* PROBLEM REQUIREMENTS *
For every line that contains the string "Right", pull that line out of the material below.

* RECORDS FOR THIS EXERCISE *
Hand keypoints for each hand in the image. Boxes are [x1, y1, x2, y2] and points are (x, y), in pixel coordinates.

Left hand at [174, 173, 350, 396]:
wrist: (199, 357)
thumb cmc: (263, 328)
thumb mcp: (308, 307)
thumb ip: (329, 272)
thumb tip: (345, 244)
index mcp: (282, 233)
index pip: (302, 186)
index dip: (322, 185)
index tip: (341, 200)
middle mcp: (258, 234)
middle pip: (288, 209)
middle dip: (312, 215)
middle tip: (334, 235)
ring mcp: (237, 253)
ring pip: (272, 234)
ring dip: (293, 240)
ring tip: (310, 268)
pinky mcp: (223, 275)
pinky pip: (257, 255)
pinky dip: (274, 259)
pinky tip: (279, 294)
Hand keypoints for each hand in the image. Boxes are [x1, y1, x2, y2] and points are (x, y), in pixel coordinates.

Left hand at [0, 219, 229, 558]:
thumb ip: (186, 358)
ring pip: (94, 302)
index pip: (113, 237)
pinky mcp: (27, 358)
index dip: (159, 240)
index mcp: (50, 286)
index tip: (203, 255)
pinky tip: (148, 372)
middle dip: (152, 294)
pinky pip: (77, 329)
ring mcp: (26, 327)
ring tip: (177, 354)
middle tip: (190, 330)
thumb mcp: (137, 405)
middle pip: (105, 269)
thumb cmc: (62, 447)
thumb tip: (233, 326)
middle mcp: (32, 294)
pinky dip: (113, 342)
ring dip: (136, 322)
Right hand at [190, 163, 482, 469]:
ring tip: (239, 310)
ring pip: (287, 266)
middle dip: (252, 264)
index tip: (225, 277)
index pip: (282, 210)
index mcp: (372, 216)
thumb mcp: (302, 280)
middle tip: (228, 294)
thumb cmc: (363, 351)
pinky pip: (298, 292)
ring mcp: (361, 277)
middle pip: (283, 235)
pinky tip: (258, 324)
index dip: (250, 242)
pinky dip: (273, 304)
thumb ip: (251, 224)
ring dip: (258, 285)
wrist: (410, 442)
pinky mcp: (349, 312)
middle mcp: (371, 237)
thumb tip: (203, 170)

---

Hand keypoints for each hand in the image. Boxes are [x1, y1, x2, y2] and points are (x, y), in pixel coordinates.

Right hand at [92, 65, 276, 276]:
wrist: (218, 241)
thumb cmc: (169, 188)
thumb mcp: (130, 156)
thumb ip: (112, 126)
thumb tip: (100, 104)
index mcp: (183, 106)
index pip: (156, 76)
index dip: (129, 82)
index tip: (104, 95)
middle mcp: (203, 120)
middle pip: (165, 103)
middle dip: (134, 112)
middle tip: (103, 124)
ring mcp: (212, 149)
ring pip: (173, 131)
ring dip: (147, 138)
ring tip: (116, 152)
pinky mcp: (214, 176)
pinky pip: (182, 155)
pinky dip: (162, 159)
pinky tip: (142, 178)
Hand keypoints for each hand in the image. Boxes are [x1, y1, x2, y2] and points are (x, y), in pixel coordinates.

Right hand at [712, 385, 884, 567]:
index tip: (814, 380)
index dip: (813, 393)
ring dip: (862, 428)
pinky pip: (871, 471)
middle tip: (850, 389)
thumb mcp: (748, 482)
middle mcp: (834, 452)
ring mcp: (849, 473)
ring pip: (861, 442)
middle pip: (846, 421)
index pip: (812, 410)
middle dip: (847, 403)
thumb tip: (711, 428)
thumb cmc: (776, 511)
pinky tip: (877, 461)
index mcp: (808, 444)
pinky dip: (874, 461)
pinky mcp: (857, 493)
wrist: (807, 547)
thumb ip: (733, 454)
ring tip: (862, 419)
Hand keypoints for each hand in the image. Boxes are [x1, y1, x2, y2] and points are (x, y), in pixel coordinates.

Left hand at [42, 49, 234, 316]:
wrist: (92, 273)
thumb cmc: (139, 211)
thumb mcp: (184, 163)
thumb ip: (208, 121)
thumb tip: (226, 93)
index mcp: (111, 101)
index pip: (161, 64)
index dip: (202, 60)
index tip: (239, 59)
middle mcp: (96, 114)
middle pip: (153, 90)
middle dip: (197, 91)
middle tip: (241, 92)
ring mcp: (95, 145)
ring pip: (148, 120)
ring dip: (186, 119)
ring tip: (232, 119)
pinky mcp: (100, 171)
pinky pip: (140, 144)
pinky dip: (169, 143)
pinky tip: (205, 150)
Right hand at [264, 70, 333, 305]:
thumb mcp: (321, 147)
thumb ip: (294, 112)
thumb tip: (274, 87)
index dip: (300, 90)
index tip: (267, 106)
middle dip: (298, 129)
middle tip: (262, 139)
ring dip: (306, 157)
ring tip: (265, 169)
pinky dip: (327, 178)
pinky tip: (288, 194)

* * *

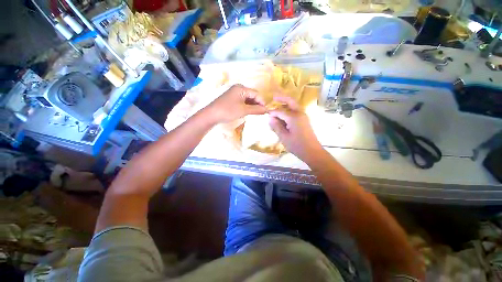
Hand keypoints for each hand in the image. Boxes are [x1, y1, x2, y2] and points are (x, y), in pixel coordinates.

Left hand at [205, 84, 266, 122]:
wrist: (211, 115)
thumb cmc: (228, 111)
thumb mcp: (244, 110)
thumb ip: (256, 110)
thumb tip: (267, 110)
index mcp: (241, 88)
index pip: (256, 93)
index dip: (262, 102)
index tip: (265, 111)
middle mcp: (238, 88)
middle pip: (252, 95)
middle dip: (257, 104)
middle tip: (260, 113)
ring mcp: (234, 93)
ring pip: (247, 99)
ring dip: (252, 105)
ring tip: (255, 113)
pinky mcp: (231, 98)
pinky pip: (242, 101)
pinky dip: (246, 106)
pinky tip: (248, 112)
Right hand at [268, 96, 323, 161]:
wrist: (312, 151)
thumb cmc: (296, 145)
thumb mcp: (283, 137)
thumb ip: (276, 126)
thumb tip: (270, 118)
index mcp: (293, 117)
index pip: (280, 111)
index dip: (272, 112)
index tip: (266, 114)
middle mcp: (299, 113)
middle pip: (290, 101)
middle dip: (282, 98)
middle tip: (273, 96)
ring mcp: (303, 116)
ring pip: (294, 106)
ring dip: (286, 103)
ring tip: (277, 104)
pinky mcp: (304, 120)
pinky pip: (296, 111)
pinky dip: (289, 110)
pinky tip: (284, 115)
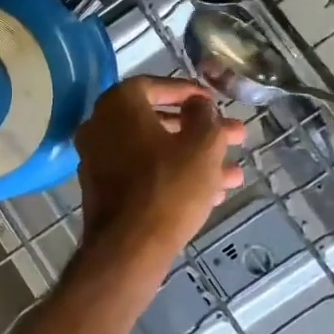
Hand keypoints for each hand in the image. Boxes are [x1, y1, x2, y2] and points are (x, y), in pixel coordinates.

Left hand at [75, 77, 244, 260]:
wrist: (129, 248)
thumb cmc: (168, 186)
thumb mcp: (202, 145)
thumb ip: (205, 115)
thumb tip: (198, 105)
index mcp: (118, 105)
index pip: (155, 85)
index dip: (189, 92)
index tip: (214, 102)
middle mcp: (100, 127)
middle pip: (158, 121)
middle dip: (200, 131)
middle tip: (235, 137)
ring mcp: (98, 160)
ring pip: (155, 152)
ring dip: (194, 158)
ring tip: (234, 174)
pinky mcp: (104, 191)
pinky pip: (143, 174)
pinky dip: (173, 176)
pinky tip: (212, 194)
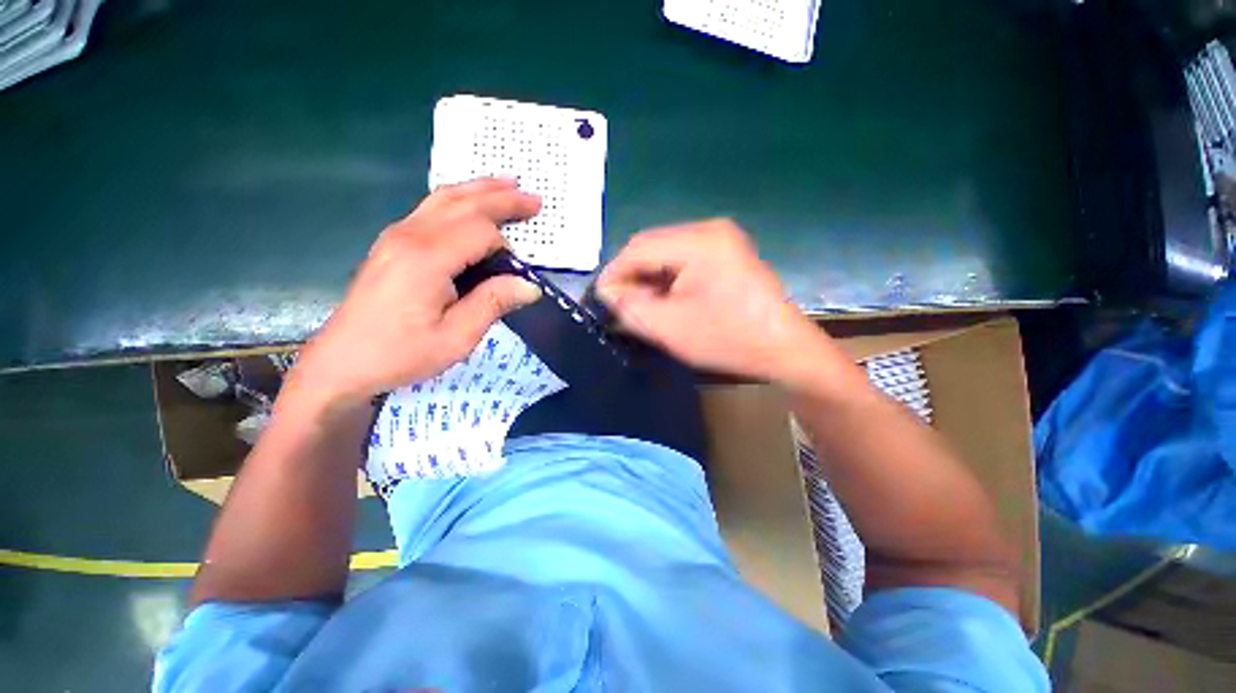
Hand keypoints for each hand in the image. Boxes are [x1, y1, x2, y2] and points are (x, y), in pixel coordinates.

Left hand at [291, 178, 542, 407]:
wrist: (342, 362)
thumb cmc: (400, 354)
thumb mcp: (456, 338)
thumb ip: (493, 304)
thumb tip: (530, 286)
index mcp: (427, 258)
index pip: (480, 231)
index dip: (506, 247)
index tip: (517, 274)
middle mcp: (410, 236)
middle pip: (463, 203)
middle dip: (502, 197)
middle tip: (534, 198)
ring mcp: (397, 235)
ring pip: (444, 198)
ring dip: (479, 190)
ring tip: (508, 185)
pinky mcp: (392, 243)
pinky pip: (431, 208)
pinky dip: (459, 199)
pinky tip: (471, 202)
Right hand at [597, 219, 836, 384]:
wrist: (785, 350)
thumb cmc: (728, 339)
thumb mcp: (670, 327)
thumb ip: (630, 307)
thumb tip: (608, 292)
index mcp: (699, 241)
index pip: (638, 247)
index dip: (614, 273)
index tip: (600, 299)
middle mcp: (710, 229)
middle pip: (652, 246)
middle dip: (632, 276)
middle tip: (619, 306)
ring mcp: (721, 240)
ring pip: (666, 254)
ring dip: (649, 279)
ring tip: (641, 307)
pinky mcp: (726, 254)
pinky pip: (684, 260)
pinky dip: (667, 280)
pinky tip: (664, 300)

* SOLUTION BELOW *
Right hand at [190, 163, 482, 469]:
Right hand at [92, 65, 276, 276]:
Right hand at [712, 385, 884, 567]:
Right hand at [264, 70, 333, 305]:
Right hand at [268, 96, 323, 161]:
Right hand at [597, 219, 836, 384]:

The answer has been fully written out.